------ Data for processing ------

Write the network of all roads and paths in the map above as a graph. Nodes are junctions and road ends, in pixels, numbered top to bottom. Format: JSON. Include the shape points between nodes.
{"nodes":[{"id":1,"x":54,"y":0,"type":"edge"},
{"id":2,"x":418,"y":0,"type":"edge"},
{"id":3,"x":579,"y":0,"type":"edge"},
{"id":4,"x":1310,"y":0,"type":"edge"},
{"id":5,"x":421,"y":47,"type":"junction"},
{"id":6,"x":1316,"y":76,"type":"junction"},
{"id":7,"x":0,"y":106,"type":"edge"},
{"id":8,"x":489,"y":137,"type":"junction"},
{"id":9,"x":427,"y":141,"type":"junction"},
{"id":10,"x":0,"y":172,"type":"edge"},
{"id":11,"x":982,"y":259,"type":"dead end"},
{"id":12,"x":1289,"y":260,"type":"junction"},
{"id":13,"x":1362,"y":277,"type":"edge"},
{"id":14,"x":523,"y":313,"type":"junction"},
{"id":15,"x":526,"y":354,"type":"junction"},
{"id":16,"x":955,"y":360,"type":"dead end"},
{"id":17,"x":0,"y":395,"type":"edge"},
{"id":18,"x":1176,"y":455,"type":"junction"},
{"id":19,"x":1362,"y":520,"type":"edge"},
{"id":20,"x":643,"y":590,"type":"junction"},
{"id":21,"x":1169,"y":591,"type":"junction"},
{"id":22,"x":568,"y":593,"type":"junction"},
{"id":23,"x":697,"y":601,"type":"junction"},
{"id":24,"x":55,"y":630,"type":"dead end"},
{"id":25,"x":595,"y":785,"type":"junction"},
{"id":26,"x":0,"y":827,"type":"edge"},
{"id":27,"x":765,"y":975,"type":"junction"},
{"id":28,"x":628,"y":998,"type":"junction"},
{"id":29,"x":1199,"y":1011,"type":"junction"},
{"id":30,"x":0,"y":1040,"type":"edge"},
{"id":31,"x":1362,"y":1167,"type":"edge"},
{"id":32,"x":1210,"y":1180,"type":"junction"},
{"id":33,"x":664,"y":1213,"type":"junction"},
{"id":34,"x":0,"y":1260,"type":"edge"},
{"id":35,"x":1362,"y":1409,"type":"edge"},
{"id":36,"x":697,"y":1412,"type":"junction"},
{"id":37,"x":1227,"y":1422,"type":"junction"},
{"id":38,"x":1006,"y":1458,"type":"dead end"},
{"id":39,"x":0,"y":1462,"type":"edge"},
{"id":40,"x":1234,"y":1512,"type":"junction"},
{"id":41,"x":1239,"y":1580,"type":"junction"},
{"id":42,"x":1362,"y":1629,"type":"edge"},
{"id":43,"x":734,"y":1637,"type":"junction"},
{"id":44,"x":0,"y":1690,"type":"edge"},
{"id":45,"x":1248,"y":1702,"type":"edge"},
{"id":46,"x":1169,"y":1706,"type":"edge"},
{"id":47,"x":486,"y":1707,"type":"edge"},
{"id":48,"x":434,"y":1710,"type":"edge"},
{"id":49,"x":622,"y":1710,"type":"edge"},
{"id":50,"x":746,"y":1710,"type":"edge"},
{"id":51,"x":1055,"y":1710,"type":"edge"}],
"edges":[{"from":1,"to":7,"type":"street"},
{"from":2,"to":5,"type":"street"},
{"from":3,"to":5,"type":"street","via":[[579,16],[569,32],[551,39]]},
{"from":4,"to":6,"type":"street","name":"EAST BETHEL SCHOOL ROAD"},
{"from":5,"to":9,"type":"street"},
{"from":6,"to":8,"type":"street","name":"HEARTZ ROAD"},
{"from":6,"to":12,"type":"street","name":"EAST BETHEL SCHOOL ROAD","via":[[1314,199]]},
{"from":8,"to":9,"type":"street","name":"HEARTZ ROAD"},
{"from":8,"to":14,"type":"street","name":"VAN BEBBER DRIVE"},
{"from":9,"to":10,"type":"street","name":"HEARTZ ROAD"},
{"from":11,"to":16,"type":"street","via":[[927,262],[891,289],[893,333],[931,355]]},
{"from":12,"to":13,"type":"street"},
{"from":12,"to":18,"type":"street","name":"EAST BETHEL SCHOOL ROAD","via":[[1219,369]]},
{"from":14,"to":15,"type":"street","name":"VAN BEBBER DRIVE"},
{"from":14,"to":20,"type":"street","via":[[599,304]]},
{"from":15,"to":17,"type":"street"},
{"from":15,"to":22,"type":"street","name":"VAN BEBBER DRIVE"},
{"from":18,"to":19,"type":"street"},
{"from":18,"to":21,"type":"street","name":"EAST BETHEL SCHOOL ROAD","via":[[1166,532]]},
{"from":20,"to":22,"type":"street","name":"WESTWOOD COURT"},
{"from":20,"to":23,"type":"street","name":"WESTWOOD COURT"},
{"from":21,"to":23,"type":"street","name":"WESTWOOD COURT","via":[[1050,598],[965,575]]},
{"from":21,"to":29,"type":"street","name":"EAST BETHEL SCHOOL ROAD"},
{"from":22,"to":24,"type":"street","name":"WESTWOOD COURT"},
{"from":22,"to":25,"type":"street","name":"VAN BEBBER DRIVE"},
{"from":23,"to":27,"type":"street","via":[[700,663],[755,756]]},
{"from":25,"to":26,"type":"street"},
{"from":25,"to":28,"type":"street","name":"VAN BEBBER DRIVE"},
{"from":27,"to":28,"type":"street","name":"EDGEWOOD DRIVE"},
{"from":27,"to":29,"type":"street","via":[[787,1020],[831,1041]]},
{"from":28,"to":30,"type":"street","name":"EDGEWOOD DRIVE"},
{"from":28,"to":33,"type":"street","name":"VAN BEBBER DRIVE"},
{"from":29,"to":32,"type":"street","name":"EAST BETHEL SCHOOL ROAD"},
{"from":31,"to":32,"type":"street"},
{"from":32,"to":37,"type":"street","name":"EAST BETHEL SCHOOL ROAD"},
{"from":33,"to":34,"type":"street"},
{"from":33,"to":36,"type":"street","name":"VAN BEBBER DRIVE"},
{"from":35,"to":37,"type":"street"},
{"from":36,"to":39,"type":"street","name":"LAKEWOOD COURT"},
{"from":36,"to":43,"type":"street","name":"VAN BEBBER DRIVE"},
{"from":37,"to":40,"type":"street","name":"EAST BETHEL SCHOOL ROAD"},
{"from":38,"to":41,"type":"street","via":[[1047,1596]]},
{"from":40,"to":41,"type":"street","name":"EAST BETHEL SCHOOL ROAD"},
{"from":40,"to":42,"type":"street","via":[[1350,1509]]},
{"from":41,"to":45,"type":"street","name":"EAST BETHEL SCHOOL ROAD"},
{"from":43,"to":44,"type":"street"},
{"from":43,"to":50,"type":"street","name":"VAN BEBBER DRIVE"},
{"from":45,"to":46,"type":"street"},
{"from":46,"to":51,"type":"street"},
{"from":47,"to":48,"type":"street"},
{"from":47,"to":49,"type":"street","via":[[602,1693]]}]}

------
------ Data for processing ------

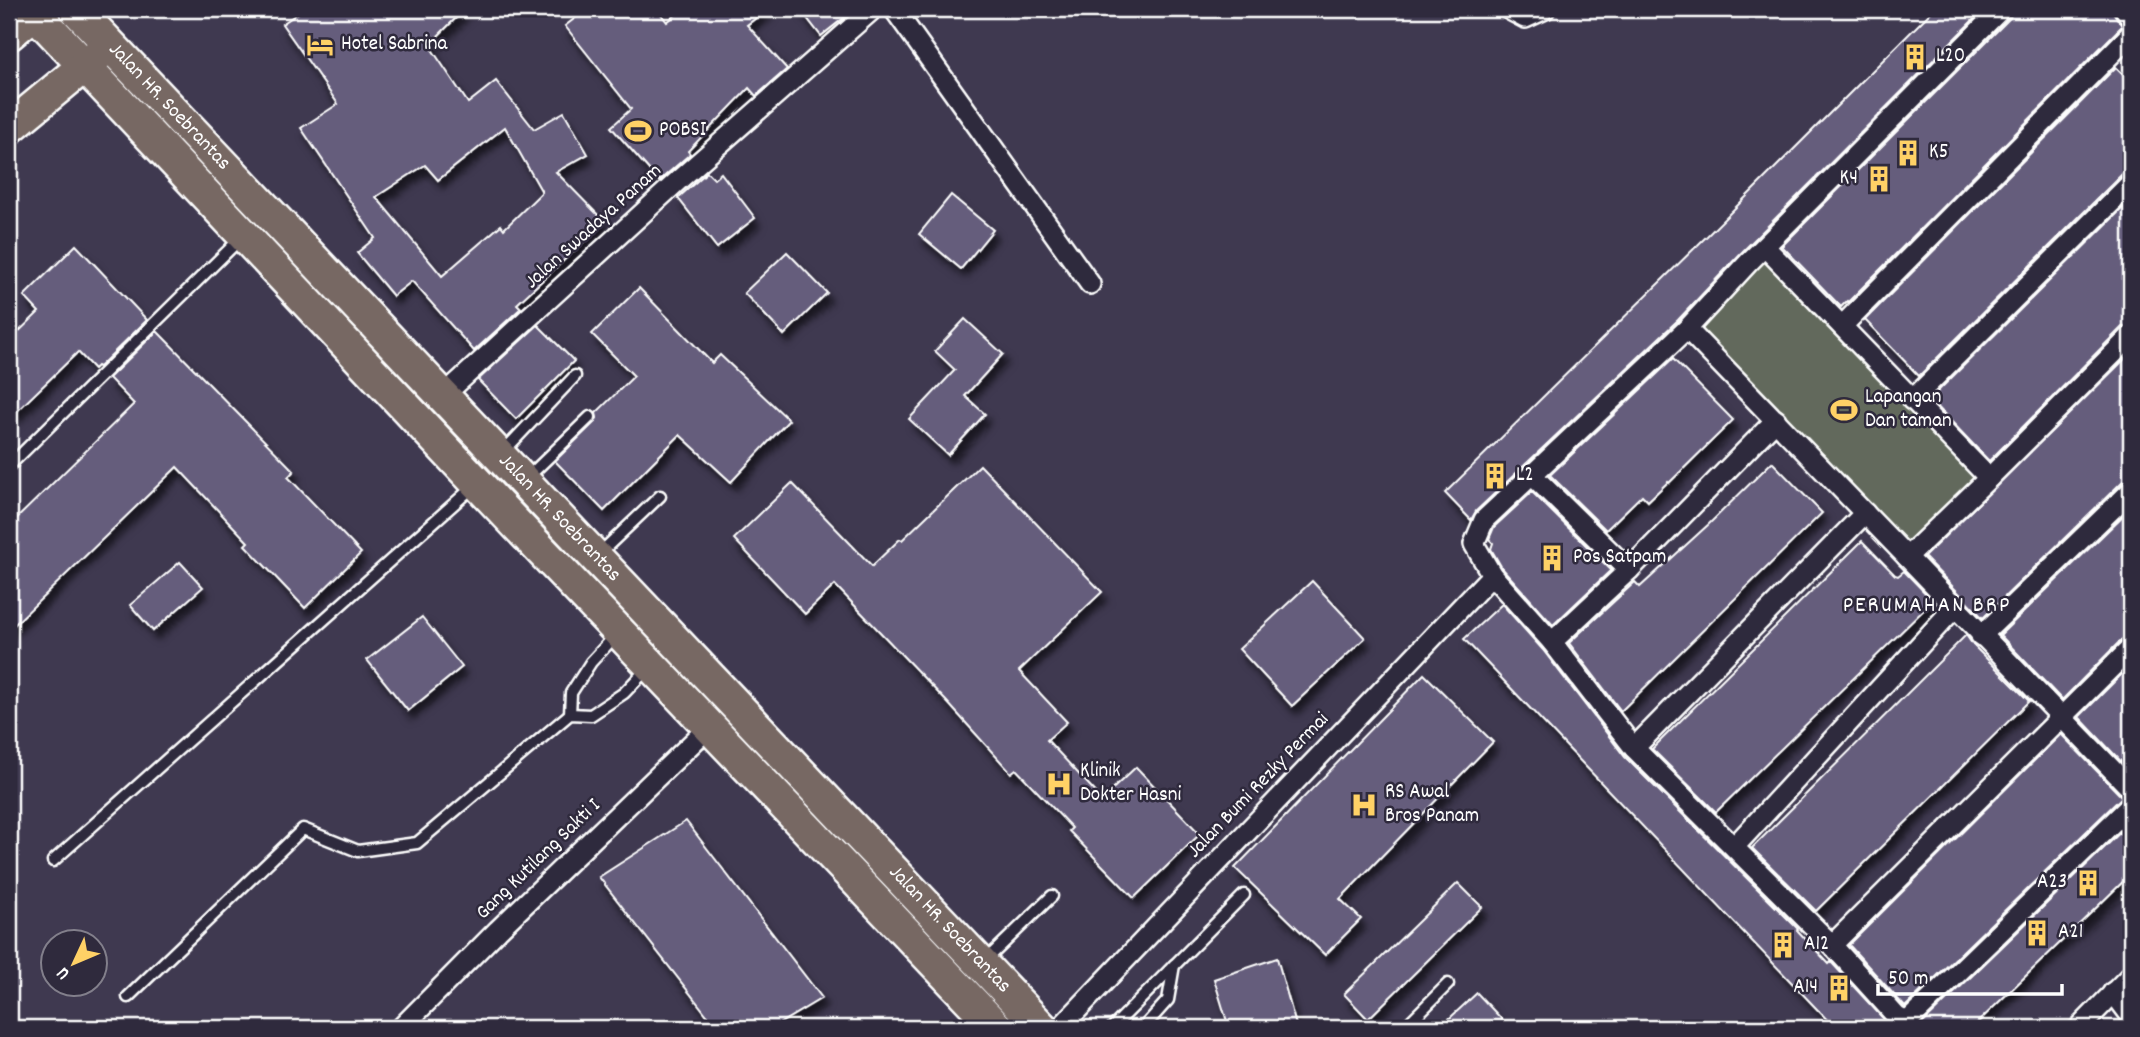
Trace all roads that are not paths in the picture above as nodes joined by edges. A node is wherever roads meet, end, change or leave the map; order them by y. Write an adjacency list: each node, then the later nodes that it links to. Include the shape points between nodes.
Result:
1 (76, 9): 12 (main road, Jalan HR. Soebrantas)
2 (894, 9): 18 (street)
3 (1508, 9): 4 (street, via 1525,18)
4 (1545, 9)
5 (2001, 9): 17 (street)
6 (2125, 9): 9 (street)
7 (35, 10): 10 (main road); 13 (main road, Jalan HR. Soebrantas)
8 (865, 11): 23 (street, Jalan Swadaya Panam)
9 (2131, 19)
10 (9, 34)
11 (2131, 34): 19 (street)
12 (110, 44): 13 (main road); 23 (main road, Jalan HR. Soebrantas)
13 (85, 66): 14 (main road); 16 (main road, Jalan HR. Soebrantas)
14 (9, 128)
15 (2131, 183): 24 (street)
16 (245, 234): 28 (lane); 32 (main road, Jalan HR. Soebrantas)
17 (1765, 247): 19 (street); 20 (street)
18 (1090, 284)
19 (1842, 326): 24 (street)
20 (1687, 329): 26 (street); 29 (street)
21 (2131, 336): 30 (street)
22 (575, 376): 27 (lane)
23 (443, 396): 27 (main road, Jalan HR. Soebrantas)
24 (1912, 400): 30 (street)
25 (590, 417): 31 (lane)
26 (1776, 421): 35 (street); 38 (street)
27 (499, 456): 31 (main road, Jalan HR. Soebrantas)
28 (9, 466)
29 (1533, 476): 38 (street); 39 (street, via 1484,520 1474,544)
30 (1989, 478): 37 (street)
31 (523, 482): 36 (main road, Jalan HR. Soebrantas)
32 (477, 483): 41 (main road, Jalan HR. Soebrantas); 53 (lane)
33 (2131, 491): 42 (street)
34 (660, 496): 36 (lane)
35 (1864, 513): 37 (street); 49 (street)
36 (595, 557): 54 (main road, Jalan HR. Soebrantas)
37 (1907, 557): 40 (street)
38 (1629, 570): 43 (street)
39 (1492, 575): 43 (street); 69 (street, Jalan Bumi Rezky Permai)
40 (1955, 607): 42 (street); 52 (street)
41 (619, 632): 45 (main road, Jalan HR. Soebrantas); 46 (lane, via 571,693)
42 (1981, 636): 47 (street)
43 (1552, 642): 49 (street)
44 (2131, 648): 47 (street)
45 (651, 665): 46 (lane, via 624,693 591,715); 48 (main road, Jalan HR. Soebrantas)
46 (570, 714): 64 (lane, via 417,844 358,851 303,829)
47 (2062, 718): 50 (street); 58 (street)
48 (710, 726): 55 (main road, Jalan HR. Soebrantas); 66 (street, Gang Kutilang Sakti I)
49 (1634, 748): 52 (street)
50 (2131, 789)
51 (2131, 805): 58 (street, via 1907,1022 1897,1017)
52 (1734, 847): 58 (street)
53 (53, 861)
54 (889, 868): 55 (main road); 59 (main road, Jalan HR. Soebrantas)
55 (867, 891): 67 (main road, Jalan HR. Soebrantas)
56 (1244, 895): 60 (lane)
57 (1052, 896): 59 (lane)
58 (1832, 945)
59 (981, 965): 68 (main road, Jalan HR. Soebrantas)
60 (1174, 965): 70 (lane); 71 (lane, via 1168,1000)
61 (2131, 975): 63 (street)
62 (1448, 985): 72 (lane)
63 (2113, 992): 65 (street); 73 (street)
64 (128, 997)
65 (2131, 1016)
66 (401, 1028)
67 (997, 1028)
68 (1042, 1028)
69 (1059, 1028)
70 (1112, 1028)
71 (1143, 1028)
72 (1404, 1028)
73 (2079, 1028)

------

Check every line in the entries for the word "COURT". State how many have it, with no other text.

5